PROBLEM STATEMENT.
Please retype all of the entries that follow, leaving the images out.

EXERCISE MATERIALS.
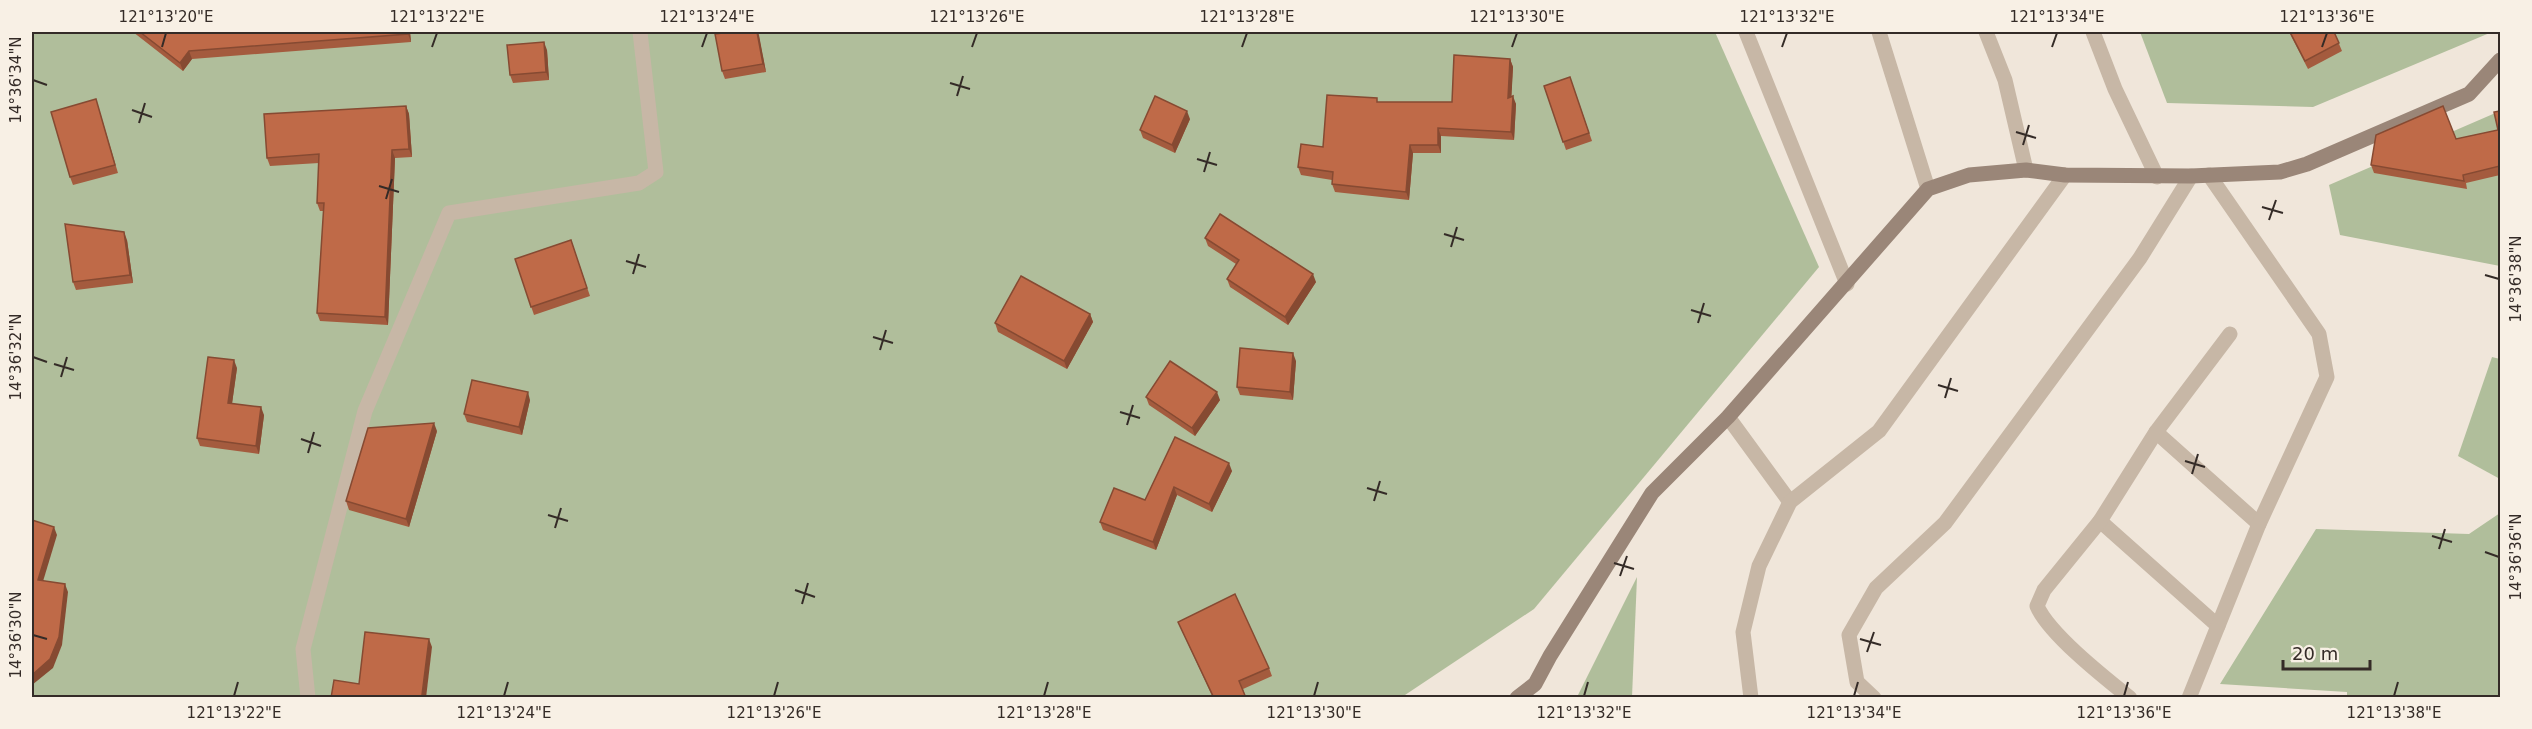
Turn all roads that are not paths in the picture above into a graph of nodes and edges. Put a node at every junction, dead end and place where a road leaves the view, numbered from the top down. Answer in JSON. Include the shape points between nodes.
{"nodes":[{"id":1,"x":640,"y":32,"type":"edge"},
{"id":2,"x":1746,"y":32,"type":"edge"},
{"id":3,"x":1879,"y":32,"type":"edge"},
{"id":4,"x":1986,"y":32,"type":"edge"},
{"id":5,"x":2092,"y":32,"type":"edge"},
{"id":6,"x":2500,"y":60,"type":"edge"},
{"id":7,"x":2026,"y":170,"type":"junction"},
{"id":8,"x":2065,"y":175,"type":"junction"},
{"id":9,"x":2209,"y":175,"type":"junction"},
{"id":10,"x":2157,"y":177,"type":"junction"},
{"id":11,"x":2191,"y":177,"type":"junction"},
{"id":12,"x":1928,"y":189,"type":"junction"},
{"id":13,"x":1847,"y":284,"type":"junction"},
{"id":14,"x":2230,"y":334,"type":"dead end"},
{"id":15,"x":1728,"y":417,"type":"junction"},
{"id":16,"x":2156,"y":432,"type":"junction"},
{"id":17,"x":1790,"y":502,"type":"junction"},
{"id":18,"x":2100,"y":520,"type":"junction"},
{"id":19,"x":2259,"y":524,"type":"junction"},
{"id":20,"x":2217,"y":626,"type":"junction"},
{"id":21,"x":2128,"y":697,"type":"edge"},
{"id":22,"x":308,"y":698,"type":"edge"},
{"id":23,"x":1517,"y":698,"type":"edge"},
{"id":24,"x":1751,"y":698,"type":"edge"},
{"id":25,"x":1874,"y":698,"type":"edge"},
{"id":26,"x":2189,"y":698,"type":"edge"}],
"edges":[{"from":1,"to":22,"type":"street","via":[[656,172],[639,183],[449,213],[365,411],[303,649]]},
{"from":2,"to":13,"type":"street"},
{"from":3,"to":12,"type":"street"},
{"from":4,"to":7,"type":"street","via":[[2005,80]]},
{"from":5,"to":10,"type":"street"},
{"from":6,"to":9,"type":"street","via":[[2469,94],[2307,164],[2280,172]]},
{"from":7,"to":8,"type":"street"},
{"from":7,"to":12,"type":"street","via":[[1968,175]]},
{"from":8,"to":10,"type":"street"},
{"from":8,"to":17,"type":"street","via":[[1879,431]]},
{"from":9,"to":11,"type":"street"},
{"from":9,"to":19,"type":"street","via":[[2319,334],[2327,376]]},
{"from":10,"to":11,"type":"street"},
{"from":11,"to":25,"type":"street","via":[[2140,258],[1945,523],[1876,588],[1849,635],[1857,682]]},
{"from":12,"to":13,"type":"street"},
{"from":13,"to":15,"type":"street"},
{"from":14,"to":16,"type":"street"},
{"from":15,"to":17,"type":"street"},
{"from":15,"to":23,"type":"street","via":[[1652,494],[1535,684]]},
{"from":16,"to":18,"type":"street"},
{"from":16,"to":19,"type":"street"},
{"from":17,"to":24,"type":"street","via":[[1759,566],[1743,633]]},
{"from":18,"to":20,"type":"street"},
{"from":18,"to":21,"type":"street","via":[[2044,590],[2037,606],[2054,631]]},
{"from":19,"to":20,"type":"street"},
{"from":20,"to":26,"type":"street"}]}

THE COMPLETED TASK.
Turn all roads that are not paths in the picture above into a graph of nodes and edges. Put a node at every junction, dead end and place where a road leaves the view, numbered from the top down. Answer in JSON. Include the shape points between nodes.
{"nodes":[{"id":1,"x":640,"y":32,"type":"edge"},
{"id":2,"x":1746,"y":32,"type":"edge"},
{"id":3,"x":1879,"y":32,"type":"edge"},
{"id":4,"x":1986,"y":32,"type":"edge"},
{"id":5,"x":2092,"y":32,"type":"edge"},
{"id":6,"x":2500,"y":60,"type":"edge"},
{"id":7,"x":2026,"y":170,"type":"junction"},
{"id":8,"x":2065,"y":175,"type":"junction"},
{"id":9,"x":2209,"y":175,"type":"junction"},
{"id":10,"x":2157,"y":177,"type":"junction"},
{"id":11,"x":2191,"y":177,"type":"junction"},
{"id":12,"x":1928,"y":189,"type":"junction"},
{"id":13,"x":1847,"y":284,"type":"junction"},
{"id":14,"x":2230,"y":334,"type":"dead end"},
{"id":15,"x":1728,"y":417,"type":"junction"},
{"id":16,"x":2156,"y":432,"type":"junction"},
{"id":17,"x":1790,"y":502,"type":"junction"},
{"id":18,"x":2100,"y":520,"type":"junction"},
{"id":19,"x":2259,"y":524,"type":"junction"},
{"id":20,"x":2217,"y":626,"type":"junction"},
{"id":21,"x":2128,"y":697,"type":"edge"},
{"id":22,"x":308,"y":698,"type":"edge"},
{"id":23,"x":1517,"y":698,"type":"edge"},
{"id":24,"x":1751,"y":698,"type":"edge"},
{"id":25,"x":1874,"y":698,"type":"edge"},
{"id":26,"x":2189,"y":698,"type":"edge"}],
"edges":[{"from":1,"to":22,"type":"street","via":[[656,172],[639,183],[449,213],[365,411],[303,649]]},
{"from":2,"to":13,"type":"street"},
{"from":3,"to":12,"type":"street"},
{"from":4,"to":7,"type":"street","via":[[2005,80]]},
{"from":5,"to":10,"type":"street"},
{"from":6,"to":9,"type":"street","via":[[2469,94],[2307,164],[2280,172]]},
{"from":7,"to":8,"type":"street"},
{"from":7,"to":12,"type":"street","via":[[1968,175]]},
{"from":8,"to":10,"type":"street"},
{"from":8,"to":17,"type":"street","via":[[1879,431]]},
{"from":9,"to":11,"type":"street"},
{"from":9,"to":19,"type":"street","via":[[2319,334],[2327,376]]},
{"from":10,"to":11,"type":"street"},
{"from":11,"to":25,"type":"street","via":[[2140,258],[1945,523],[1876,588],[1849,635],[1857,682]]},
{"from":12,"to":13,"type":"street"},
{"from":13,"to":15,"type":"street"},
{"from":14,"to":16,"type":"street"},
{"from":15,"to":17,"type":"street"},
{"from":15,"to":23,"type":"street","via":[[1652,494],[1535,684]]},
{"from":16,"to":18,"type":"street"},
{"from":16,"to":19,"type":"street"},
{"from":17,"to":24,"type":"street","via":[[1759,566],[1743,633]]},
{"from":18,"to":20,"type":"street"},
{"from":18,"to":21,"type":"street","via":[[2044,590],[2037,606],[2054,631]]},
{"from":19,"to":20,"type":"street"},
{"from":20,"to":26,"type":"street"}]}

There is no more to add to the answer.